(Collected data)

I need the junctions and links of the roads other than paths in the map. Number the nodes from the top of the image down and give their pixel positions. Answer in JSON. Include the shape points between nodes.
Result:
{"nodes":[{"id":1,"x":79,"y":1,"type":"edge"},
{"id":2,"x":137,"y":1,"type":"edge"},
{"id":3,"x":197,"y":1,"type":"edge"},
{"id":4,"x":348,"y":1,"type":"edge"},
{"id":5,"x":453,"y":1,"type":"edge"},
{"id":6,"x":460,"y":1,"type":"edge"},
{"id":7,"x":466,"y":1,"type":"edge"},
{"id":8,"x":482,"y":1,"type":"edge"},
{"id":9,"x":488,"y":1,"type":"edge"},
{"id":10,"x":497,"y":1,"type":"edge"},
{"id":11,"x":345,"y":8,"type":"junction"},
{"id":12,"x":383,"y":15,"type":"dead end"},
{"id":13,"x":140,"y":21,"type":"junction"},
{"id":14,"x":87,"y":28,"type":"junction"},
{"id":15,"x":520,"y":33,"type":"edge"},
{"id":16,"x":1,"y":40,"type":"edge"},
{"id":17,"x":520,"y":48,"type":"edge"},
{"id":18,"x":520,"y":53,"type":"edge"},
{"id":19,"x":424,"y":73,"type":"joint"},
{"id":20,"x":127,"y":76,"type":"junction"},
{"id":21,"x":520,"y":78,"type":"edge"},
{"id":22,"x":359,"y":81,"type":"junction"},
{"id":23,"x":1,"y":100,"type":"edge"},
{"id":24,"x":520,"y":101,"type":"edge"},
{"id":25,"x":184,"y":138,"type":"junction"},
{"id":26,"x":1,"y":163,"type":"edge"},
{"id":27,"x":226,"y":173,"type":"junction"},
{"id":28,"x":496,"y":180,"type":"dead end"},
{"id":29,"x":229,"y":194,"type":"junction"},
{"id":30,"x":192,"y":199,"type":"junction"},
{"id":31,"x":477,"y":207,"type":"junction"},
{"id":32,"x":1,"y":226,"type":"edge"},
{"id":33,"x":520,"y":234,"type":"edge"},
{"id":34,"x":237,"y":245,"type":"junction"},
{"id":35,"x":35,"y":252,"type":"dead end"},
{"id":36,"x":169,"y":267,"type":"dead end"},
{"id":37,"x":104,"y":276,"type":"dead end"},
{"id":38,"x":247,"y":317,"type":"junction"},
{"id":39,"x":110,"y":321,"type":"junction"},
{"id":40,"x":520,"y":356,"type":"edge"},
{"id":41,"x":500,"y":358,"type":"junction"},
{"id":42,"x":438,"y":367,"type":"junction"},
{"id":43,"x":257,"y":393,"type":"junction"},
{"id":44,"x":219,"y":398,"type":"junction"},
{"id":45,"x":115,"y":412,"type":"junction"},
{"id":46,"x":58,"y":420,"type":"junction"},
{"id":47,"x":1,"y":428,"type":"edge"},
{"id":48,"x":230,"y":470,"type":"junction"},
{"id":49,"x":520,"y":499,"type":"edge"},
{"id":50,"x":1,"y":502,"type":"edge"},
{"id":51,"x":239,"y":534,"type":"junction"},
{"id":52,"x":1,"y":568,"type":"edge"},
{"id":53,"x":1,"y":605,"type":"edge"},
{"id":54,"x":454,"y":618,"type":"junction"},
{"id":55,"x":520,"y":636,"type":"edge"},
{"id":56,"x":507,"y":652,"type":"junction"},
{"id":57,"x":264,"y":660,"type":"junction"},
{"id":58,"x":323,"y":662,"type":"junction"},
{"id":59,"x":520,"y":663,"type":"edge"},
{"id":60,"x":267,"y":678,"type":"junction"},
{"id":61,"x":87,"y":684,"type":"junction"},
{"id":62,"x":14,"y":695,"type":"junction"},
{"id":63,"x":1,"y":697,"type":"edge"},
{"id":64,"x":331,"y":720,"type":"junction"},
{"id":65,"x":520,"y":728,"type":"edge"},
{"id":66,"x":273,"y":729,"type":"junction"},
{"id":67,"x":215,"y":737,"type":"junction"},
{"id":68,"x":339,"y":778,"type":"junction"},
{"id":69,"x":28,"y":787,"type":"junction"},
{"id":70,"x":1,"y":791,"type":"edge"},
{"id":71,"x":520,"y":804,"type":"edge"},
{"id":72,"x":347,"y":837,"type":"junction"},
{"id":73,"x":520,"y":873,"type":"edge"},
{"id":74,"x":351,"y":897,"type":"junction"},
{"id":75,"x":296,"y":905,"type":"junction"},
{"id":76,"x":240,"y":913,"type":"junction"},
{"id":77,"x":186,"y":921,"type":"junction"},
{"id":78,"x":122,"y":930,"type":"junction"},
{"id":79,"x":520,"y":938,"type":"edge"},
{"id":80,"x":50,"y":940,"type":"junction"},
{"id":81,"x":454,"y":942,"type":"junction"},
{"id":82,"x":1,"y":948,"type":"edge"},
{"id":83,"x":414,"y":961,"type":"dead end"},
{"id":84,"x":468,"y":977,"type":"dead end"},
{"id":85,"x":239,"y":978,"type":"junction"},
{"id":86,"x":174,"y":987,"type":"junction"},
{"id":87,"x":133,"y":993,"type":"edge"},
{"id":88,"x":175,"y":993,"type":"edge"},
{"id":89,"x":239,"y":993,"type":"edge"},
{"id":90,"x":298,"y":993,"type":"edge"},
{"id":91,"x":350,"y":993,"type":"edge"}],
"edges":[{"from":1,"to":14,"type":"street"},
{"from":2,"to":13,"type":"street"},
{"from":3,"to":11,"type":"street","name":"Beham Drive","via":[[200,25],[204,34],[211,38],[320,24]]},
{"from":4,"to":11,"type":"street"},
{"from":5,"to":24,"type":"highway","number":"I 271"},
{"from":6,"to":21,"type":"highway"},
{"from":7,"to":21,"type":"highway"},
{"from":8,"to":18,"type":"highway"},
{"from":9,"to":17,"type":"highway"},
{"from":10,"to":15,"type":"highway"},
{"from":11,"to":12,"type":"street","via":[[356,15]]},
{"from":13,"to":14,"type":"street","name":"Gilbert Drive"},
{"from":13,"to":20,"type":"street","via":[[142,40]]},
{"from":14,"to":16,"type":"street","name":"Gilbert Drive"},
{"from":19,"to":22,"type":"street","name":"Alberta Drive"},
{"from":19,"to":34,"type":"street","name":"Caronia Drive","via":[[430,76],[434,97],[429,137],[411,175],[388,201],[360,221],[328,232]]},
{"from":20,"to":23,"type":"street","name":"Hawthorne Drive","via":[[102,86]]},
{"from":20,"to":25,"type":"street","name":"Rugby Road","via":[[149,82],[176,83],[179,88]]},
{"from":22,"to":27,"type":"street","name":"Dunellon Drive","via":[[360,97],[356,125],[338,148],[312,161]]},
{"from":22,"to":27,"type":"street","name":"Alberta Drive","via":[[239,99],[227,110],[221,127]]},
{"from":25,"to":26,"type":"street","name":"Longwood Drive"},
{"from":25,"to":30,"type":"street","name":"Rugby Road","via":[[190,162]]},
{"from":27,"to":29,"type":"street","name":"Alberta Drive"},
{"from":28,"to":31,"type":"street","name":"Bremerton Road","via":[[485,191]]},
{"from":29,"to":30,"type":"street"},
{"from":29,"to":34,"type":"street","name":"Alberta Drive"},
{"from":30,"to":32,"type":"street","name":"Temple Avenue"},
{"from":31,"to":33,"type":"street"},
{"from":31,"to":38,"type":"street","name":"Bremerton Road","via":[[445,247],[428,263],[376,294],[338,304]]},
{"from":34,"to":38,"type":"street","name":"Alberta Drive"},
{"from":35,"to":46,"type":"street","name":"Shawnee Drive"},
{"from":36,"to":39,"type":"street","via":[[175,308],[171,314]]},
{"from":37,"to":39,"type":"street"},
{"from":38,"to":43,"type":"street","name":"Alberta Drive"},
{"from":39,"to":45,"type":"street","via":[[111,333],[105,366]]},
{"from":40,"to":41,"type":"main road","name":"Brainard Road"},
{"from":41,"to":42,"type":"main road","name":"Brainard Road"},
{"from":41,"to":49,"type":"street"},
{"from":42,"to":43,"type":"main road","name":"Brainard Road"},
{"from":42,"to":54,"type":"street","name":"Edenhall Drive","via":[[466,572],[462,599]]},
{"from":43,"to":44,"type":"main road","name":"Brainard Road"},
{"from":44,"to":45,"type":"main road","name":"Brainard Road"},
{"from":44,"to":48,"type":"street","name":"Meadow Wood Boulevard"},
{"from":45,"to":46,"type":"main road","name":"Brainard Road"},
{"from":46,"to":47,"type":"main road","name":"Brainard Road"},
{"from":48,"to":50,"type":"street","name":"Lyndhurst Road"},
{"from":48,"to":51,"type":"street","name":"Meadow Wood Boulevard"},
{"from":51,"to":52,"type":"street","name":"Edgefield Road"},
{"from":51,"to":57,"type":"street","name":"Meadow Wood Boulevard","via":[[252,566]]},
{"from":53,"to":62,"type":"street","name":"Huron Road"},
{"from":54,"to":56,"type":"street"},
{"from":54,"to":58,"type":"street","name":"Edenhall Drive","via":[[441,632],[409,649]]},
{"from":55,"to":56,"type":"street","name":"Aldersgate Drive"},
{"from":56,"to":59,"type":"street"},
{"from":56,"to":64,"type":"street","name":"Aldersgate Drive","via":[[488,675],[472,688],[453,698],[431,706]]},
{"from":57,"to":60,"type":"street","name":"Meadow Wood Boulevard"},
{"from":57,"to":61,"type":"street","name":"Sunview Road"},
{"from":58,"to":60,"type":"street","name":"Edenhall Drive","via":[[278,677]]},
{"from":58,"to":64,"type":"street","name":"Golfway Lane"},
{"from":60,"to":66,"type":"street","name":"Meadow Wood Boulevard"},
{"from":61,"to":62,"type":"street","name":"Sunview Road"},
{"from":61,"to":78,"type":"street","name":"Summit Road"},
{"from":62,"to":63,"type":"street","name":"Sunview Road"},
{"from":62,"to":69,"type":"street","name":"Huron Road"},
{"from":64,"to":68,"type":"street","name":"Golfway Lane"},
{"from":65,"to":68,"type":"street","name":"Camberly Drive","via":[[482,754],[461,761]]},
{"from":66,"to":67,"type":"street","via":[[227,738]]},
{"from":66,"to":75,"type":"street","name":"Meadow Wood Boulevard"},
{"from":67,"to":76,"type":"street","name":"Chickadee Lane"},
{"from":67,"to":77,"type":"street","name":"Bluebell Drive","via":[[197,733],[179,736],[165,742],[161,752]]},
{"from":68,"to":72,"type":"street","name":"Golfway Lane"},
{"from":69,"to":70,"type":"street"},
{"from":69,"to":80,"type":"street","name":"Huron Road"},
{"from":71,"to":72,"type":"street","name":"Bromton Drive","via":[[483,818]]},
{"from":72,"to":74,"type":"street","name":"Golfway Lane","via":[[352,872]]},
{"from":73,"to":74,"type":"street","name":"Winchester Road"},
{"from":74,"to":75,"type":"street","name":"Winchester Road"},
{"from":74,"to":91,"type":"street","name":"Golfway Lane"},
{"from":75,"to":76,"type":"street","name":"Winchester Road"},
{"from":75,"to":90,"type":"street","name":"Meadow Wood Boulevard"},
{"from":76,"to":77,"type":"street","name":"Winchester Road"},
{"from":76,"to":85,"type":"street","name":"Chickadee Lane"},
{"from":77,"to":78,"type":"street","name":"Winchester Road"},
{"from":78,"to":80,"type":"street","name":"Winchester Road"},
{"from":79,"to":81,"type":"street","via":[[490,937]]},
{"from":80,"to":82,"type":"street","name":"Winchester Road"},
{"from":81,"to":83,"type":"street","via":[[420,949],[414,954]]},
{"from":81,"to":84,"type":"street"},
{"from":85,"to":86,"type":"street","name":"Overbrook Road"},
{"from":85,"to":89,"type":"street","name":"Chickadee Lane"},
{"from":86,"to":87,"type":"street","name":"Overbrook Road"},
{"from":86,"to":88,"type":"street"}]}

Work request —
Scan the records for the word "Winchester" and copy every line where it is found.

Response area —
{"from":73,"to":74,"type":"street","name":"Winchester Road"},
{"from":74,"to":75,"type":"street","name":"Winchester Road"},
{"from":75,"to":76,"type":"street","name":"Winchester Road"},
{"from":76,"to":77,"type":"street","name":"Winchester Road"},
{"from":77,"to":78,"type":"street","name":"Winchester Road"},
{"from":78,"to":80,"type":"street","name":"Winchester Road"},
{"from":80,"to":82,"type":"street","name":"Winchester Road"},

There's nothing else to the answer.